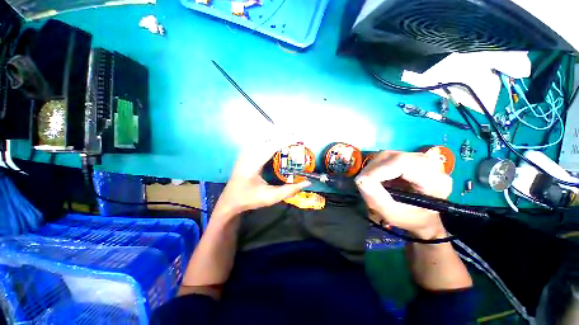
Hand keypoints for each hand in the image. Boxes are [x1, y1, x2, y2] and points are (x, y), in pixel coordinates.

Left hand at [213, 138, 311, 217]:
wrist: (230, 200)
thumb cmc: (249, 199)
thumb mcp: (270, 197)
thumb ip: (289, 190)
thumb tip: (307, 182)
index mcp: (252, 164)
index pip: (271, 146)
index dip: (286, 140)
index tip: (300, 138)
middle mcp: (247, 153)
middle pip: (266, 136)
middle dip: (282, 134)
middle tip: (297, 137)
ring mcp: (245, 151)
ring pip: (262, 135)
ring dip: (277, 134)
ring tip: (290, 138)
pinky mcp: (245, 152)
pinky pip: (259, 140)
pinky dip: (270, 138)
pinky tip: (278, 142)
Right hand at [355, 151, 451, 239]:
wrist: (425, 216)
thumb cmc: (411, 219)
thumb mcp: (393, 214)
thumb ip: (376, 198)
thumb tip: (359, 180)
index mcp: (434, 180)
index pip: (400, 163)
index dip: (376, 171)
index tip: (362, 182)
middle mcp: (430, 163)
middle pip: (391, 157)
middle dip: (372, 169)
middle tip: (364, 183)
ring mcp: (421, 158)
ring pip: (387, 155)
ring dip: (373, 167)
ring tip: (370, 180)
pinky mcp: (411, 156)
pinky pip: (388, 157)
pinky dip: (377, 166)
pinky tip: (378, 176)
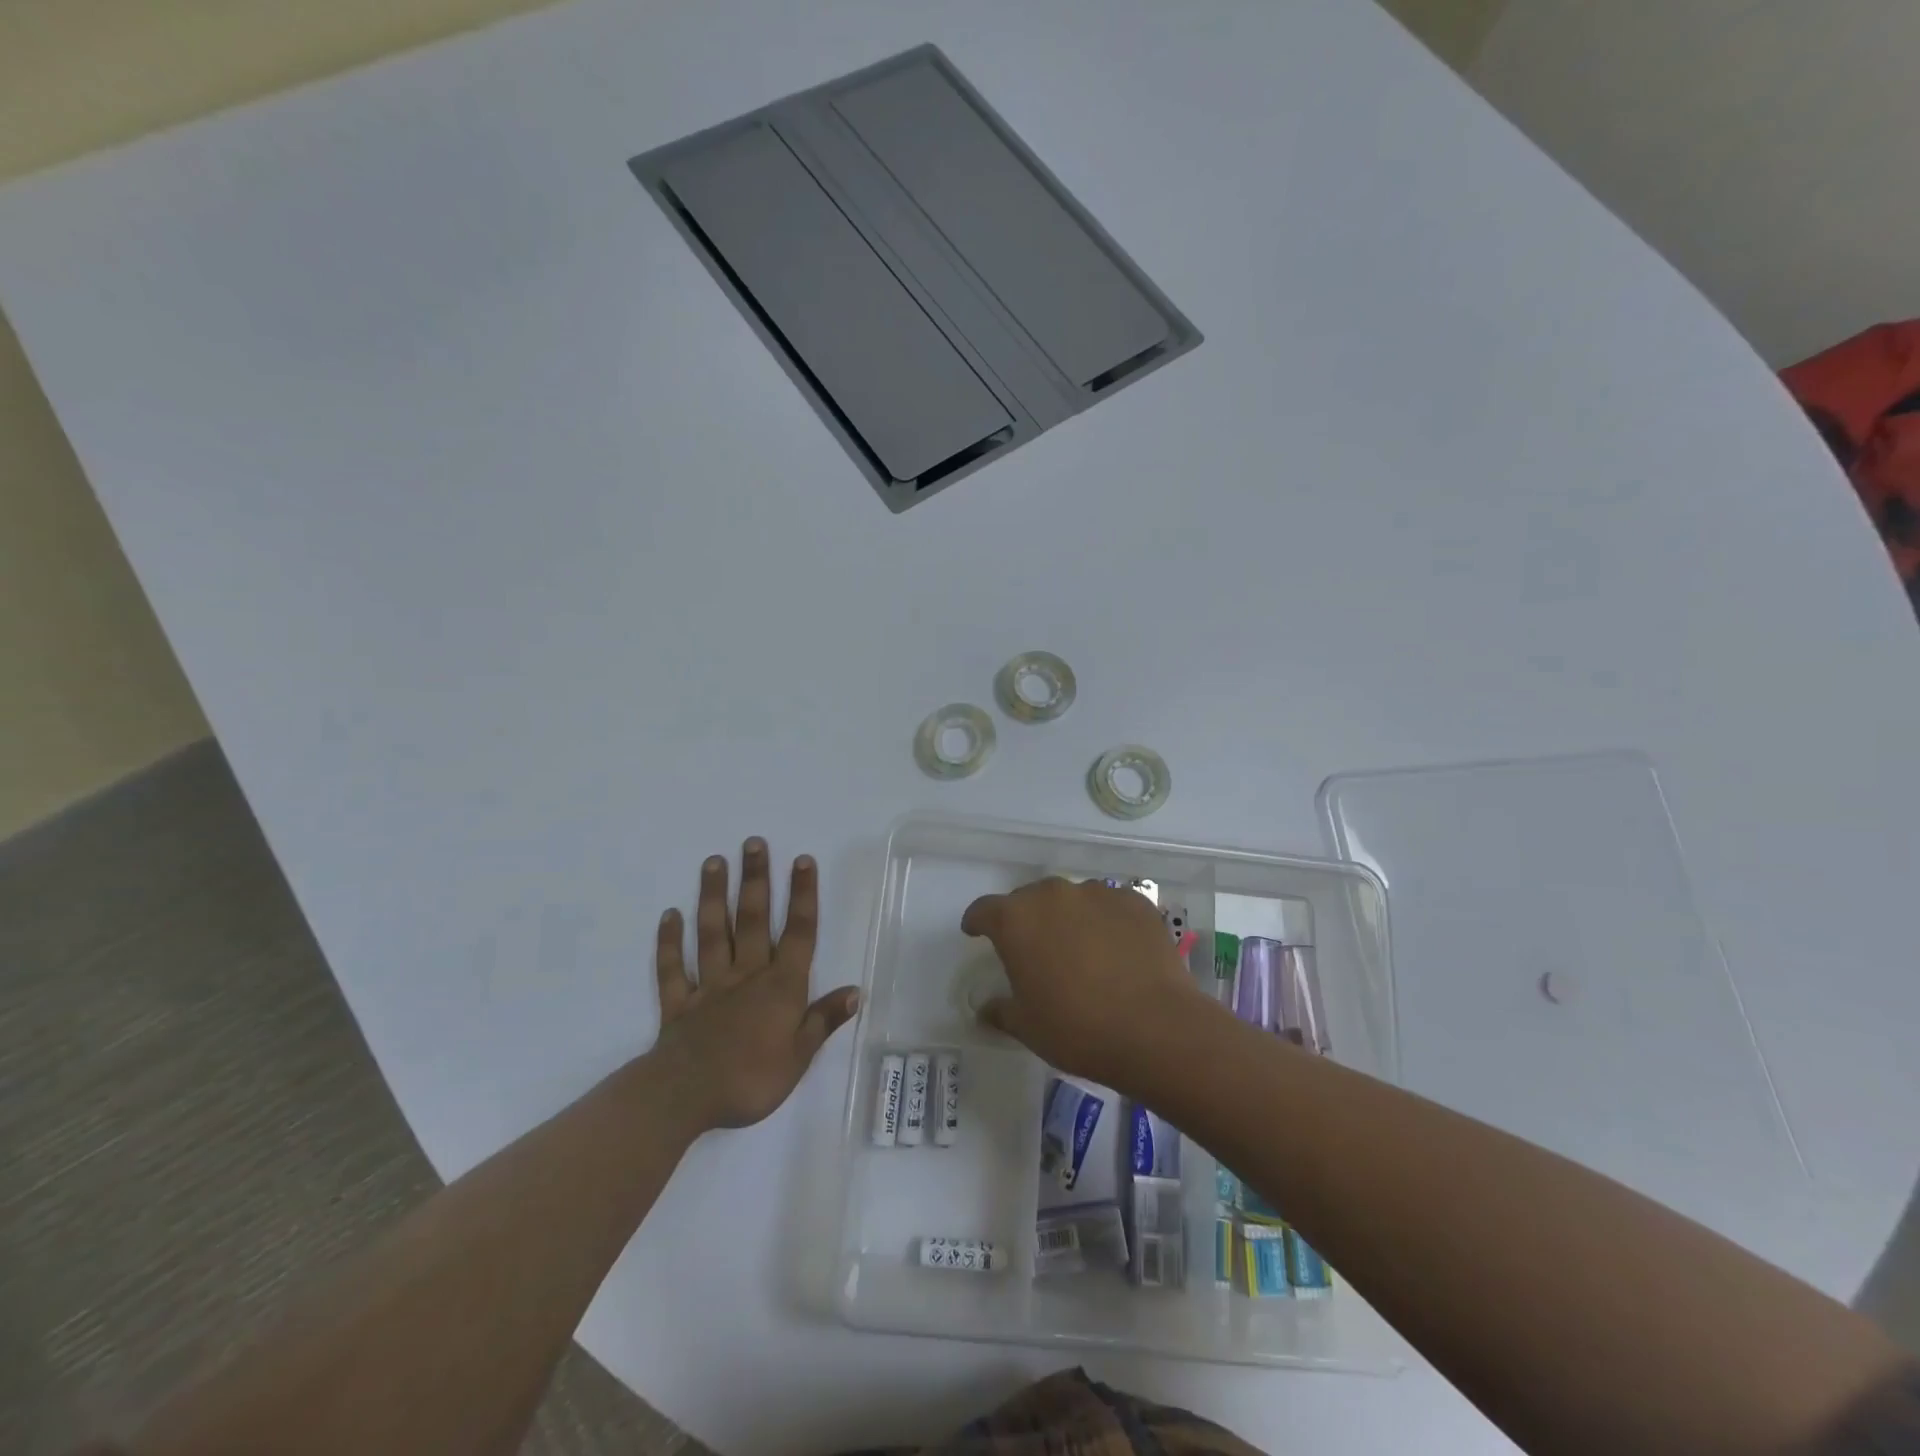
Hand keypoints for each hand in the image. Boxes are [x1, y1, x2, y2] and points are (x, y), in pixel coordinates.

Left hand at [653, 839, 859, 1129]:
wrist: (685, 1098)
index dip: (802, 896)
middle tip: (753, 843)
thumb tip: (855, 990)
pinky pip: (673, 968)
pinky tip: (669, 916)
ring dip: (713, 897)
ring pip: (712, 934)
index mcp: (780, 987)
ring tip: (714, 862)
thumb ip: (823, 1020)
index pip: (798, 934)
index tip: (802, 860)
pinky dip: (669, 942)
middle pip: (752, 920)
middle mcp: (746, 976)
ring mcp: (709, 986)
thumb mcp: (799, 1057)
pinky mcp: (679, 1003)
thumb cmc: (751, 1080)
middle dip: (755, 880)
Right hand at [960, 877, 1210, 1092]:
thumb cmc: (1077, 1029)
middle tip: (1034, 950)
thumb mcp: (1027, 1027)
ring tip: (1081, 950)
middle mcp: (1053, 895)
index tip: (976, 932)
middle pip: (1029, 899)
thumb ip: (1001, 1010)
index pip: (984, 910)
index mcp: (1016, 920)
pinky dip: (1106, 922)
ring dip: (1068, 918)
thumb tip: (986, 1008)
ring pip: (1072, 899)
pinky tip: (1117, 950)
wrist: (1155, 1028)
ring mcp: (1097, 894)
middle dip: (1027, 920)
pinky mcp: (1134, 902)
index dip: (978, 921)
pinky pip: (1110, 906)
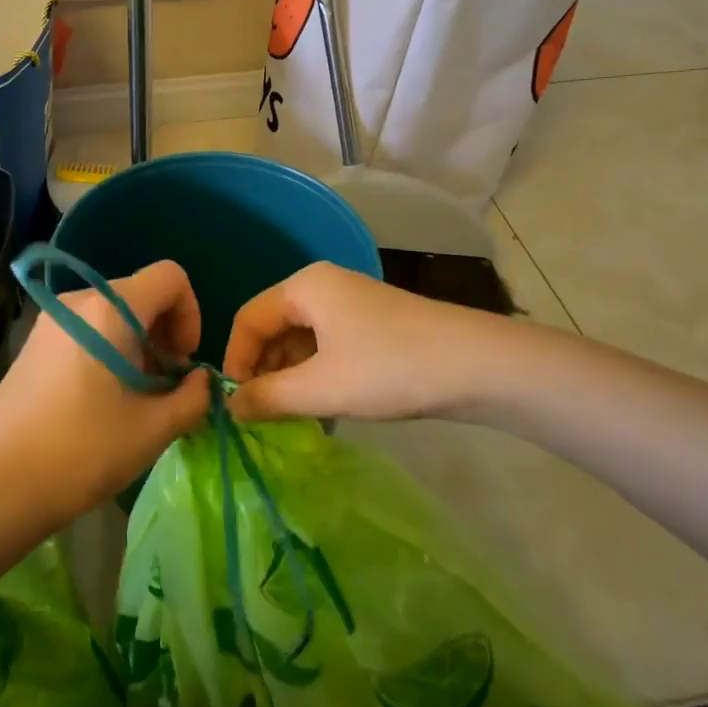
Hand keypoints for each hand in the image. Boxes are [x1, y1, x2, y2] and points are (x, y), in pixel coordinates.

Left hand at [0, 260, 210, 530]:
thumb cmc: (83, 451)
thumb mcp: (153, 429)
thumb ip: (193, 397)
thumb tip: (200, 381)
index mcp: (111, 308)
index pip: (170, 277)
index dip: (190, 314)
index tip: (181, 362)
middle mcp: (79, 300)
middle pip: (141, 294)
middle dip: (164, 334)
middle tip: (163, 387)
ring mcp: (51, 319)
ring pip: (114, 313)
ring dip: (138, 345)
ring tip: (134, 398)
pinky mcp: (35, 341)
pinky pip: (88, 328)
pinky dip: (109, 350)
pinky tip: (101, 398)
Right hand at [222, 262, 516, 423]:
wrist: (479, 365)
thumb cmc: (390, 368)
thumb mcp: (321, 388)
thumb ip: (267, 397)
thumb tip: (228, 408)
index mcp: (304, 287)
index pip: (248, 319)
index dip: (235, 362)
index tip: (234, 405)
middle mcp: (323, 287)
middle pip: (274, 328)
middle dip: (263, 372)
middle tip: (262, 417)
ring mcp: (352, 305)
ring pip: (302, 341)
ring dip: (291, 379)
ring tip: (292, 419)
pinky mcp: (374, 326)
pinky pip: (328, 348)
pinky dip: (318, 377)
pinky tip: (324, 411)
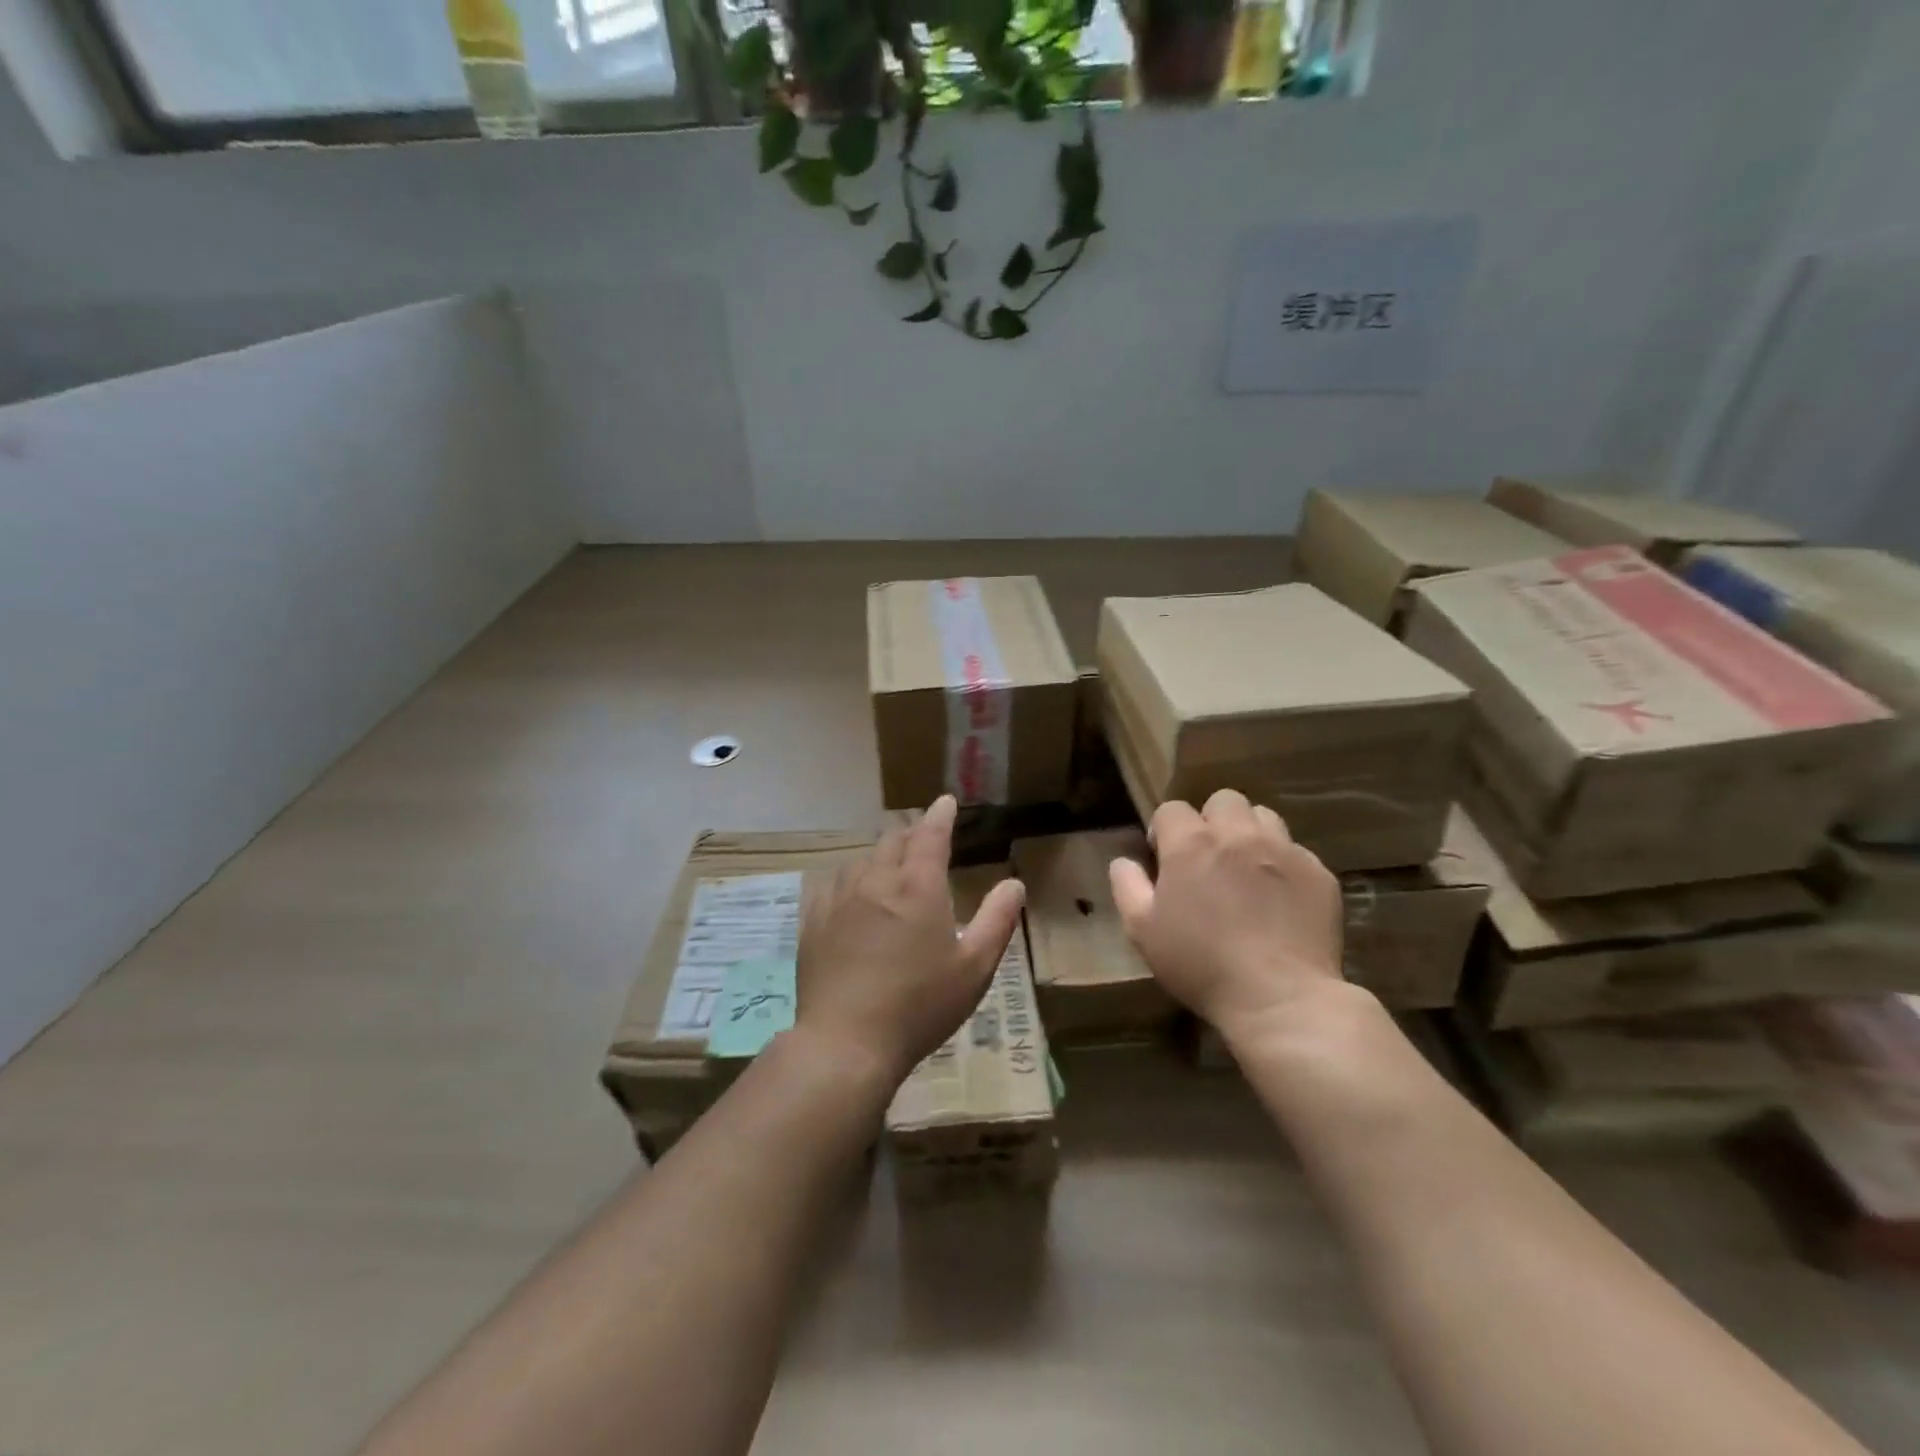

· · · · · · ·

Assignment:
The listing should be transcribed exactly. No picture is to appear in the transcription.

Written reply:
Hand keypoints for each hand in the image. Boxes are [x1, y1, x2, y2] and points are (x, y), in pixel coordinates.

Left hand at [213, 138, 311, 217]:
wrist: (230, 200)
thumb cmc: (249, 199)
thumb mcp: (270, 197)
thumb ip: (289, 190)
thumb tip: (307, 182)
index mcp: (252, 164)
index pip: (271, 146)
index dip: (286, 140)
index tip: (300, 138)
middle mcp: (247, 153)
middle pip: (266, 136)
middle dip: (282, 134)
middle tip: (297, 137)
ring mcp: (245, 151)
ring pip: (262, 135)
ring dip: (277, 134)
ring tip: (290, 138)
pinky mcp: (245, 152)
pinky pip: (259, 140)
pinky dip: (270, 138)
pinky tip: (278, 142)
Right hand at [355, 151, 451, 239]:
wrist: (425, 216)
thumb cmc: (411, 219)
thumb mcp: (393, 214)
thumb ip: (376, 198)
thumb tip: (359, 180)
index mcp: (434, 180)
index pip: (400, 163)
index dip: (376, 171)
index tip: (362, 182)
middle mcp: (430, 163)
middle pip: (391, 157)
middle dip: (372, 169)
middle tip: (364, 183)
ring mcp: (421, 158)
ring pip: (387, 155)
ring dip: (373, 167)
ring tip: (370, 180)
pinky mcp: (411, 156)
pinky pip: (388, 157)
pinky dip: (377, 166)
pinky tip: (378, 176)
Hand keypoints for each hand in the image. Boxes are [x1, y1, x2, y2] and points are (x, y), in pixel coordinates.

Left hand at [653, 839, 859, 1129]:
wrist: (685, 1098)
index dip: (802, 896)
middle tip: (753, 843)
thumb tip: (855, 990)
pinky pip: (673, 968)
pinky tip: (669, 916)
ring dip: (713, 897)
ring pip: (712, 934)
index mcp: (780, 987)
ring tip: (714, 862)
thumb ip: (823, 1020)
index pip: (798, 934)
index tip: (802, 860)
pinky dip: (669, 942)
middle pip: (752, 920)
middle mcp: (746, 976)
ring mcp: (709, 986)
thumb mcp: (799, 1057)
pinky mcp: (679, 1003)
thumb cmc: (751, 1080)
middle dip: (755, 880)
Right hand at [960, 877, 1210, 1092]:
thumb cmc: (1077, 1029)
middle tip: (1034, 950)
thumb mcp: (1027, 1027)
ring tip: (1081, 950)
middle mcp: (1053, 895)
index tip: (976, 932)
middle pip: (1029, 899)
thumb ip: (1001, 1010)
index pip: (984, 910)
index mcp: (1016, 920)
pinky dip: (1106, 922)
ring dip: (1068, 918)
thumb tip: (986, 1008)
ring pip: (1072, 899)
pinky tip: (1117, 950)
wrist: (1155, 1028)
ring mcp: (1097, 894)
middle dip: (1027, 920)
pinky mcp: (1134, 902)
index dip: (978, 921)
pinky pip: (1110, 906)
Hand keypoints for each hand in the image. Boxes are [x1, y1, x2, y2] and points are (x, y), in pixel coordinates.

Left hand at [0, 260, 210, 530]:
thumb cmc: (83, 451)
thumb mcp: (153, 429)
thumb ip: (193, 397)
thumb tip: (200, 381)
index mcp: (111, 308)
index pip: (170, 277)
index dip: (190, 314)
index tip: (181, 362)
middle mcp: (79, 300)
middle pip: (141, 294)
middle dip: (164, 334)
middle tip: (163, 387)
ring mcp: (51, 319)
ring pip: (114, 313)
ring dip: (138, 345)
ring tip: (134, 398)
pinky mcp: (35, 341)
pinky pip: (88, 328)
pinky dip: (109, 350)
pinky tip: (101, 398)
Right hand at [222, 262, 516, 423]:
wrist: (479, 365)
thumb cmc: (390, 368)
thumb mcp: (321, 388)
thumb ip: (267, 397)
thumb tip: (228, 408)
index mcp: (304, 287)
index pip: (248, 319)
index dip: (235, 362)
index tip: (234, 405)
middle mcp: (323, 287)
middle pip: (274, 328)
middle dip: (263, 372)
middle tip: (262, 417)
ring mcp: (352, 305)
ring pip: (302, 341)
ring dip: (291, 379)
ring tip: (292, 419)
pinky mcp: (374, 326)
pinky pip: (328, 348)
pinky dip: (318, 377)
pinky tip: (324, 411)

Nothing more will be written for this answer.